Berlin rocked. What a weekend to remember. Neither rain (we had) nor bitter cold (yes, also) could detour us from having a great time roaming Berlin, quite aimlessly at times, and creating memories that both my husband and I will forever remember. As he always says, “When you near your final days, neither your cash nor your fame can keep you company. You only have your memories, so make sure you are out creating good ones”. Good advice, isn’t it? So we did. First stop, getting to Berlin and hitting a good flea!
Okay, so we took the high speed train (220 km!) to Berlin, which took about 1.5 hours, arriving at Berlin main station in the wee hours so we could purchase our tour tickets + subway passes and map out how to get from the main station to strasse des 17 juni where I’d heard there’s quite a great flohmarkt (flea market) that would rival the markets of portobello market in London. Hmmmm. My interest was piqued. Then came the icing on the berliner. This flohmarkt promised to be fully stocked with gluehwein and warm berliners. Sipping hot mulled spice wine, browsing antiques, stopping for a gooey-licious fruit filled treat… Why, this is the stuff that european vacations are made of. (DIY recipe for gluehwein here.)

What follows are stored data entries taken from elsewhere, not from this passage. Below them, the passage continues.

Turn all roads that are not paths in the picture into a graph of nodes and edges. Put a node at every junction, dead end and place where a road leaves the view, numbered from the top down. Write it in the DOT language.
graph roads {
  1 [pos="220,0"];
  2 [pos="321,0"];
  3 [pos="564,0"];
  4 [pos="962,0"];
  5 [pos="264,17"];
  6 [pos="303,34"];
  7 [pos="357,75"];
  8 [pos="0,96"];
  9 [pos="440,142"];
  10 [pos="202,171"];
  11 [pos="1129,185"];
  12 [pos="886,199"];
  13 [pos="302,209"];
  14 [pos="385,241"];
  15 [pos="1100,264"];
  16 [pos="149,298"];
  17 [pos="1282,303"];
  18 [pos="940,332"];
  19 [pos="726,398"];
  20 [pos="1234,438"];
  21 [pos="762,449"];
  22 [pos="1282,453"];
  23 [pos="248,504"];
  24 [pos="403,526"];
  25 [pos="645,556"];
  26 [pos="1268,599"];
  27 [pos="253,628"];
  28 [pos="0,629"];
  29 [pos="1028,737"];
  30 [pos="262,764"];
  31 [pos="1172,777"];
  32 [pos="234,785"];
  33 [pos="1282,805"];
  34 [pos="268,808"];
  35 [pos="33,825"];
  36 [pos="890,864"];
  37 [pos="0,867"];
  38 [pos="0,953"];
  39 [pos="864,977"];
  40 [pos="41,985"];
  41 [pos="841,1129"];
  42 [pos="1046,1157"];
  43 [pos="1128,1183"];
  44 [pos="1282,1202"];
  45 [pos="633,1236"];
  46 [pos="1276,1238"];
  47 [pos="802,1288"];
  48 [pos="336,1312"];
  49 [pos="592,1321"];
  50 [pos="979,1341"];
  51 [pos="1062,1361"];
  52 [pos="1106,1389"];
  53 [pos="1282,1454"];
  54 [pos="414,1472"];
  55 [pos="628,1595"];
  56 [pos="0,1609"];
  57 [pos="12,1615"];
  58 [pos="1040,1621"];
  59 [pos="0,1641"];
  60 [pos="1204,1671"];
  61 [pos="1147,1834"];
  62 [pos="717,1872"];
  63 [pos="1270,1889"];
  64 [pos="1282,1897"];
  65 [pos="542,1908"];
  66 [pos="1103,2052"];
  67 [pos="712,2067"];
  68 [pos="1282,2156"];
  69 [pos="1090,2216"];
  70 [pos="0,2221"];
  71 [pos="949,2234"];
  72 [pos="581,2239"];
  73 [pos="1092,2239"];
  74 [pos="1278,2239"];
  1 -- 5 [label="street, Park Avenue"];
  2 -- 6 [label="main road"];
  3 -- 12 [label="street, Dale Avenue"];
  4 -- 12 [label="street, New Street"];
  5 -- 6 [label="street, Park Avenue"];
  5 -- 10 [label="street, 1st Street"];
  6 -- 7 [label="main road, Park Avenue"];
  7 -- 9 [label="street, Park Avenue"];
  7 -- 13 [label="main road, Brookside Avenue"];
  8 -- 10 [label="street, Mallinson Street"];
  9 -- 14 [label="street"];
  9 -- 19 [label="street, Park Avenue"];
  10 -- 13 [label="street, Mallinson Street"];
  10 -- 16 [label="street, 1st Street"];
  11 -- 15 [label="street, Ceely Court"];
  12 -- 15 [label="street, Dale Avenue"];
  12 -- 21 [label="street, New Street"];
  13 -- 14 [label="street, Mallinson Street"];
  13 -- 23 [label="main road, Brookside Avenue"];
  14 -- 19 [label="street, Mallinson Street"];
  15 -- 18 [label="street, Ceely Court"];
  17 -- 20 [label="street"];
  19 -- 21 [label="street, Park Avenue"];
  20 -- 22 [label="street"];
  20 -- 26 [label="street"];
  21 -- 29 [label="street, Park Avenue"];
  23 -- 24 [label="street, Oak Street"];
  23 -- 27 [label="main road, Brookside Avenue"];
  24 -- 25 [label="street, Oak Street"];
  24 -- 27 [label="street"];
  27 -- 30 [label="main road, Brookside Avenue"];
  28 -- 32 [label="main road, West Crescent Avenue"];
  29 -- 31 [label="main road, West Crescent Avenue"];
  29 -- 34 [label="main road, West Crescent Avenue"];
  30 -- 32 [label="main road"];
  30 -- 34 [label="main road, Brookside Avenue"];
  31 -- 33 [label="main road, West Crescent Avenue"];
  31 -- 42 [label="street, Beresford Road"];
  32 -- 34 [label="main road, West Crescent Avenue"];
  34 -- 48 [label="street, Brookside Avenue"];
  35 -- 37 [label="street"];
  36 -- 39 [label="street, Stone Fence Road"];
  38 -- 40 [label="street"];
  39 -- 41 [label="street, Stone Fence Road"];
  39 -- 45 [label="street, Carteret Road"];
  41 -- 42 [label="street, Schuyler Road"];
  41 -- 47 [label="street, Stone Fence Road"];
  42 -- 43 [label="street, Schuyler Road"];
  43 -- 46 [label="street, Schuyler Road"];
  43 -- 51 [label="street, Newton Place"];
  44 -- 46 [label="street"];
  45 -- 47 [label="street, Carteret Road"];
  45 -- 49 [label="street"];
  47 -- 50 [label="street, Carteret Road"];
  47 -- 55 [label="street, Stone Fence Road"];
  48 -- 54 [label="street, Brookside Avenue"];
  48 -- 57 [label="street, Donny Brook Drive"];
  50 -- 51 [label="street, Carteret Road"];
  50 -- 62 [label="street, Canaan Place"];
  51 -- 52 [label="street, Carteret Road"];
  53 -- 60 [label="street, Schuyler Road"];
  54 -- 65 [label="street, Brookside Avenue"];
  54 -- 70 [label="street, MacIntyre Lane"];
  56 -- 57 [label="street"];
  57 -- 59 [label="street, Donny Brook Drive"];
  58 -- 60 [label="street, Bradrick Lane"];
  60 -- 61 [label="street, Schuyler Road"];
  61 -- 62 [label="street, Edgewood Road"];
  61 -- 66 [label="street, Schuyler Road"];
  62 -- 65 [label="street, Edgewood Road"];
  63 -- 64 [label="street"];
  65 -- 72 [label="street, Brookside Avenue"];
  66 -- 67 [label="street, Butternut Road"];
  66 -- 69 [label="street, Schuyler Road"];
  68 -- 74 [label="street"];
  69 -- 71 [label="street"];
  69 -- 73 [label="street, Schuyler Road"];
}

Our healthy pre-flea breakfast – alcohol and sugar! :)
Travel tip: In Berlin, grab a subway map and look for either the U2 train to Ernst Reuter Platz station or the S3, S5, S7, S9, or S75 stop for Tiergarten (if you’re coming from Berlin main station, take one of the S trains, it’s about 10 minutes away). Either stop (Ernst Reuter Platz or Tiergarten) will drop you directly at the foot of the flohmarket, just on opposite ends of the street. The flohmarkt is known as Strasse des 17 Juni, Tiergarten, to the locals. This flohmarkt is quite large, held year-round, rain doesn’t seem to stop ’em because it started to pour and it was business as usual, and the prices are somewhat reasonable but you can talk them down just like anywhere else in the world. For instance, I found something I liked for $10,- euro, but when I attempted to walk, they lowered it to $5,-. From what I read, the flohmarkt is only held on the weekends from 10-5 p.m. Plenty of eat and see, lots of tourists speaking English, and most of the vendors spoke choppy English so you could get some basic history of the item you’re interested in and a price, but not much beyond that.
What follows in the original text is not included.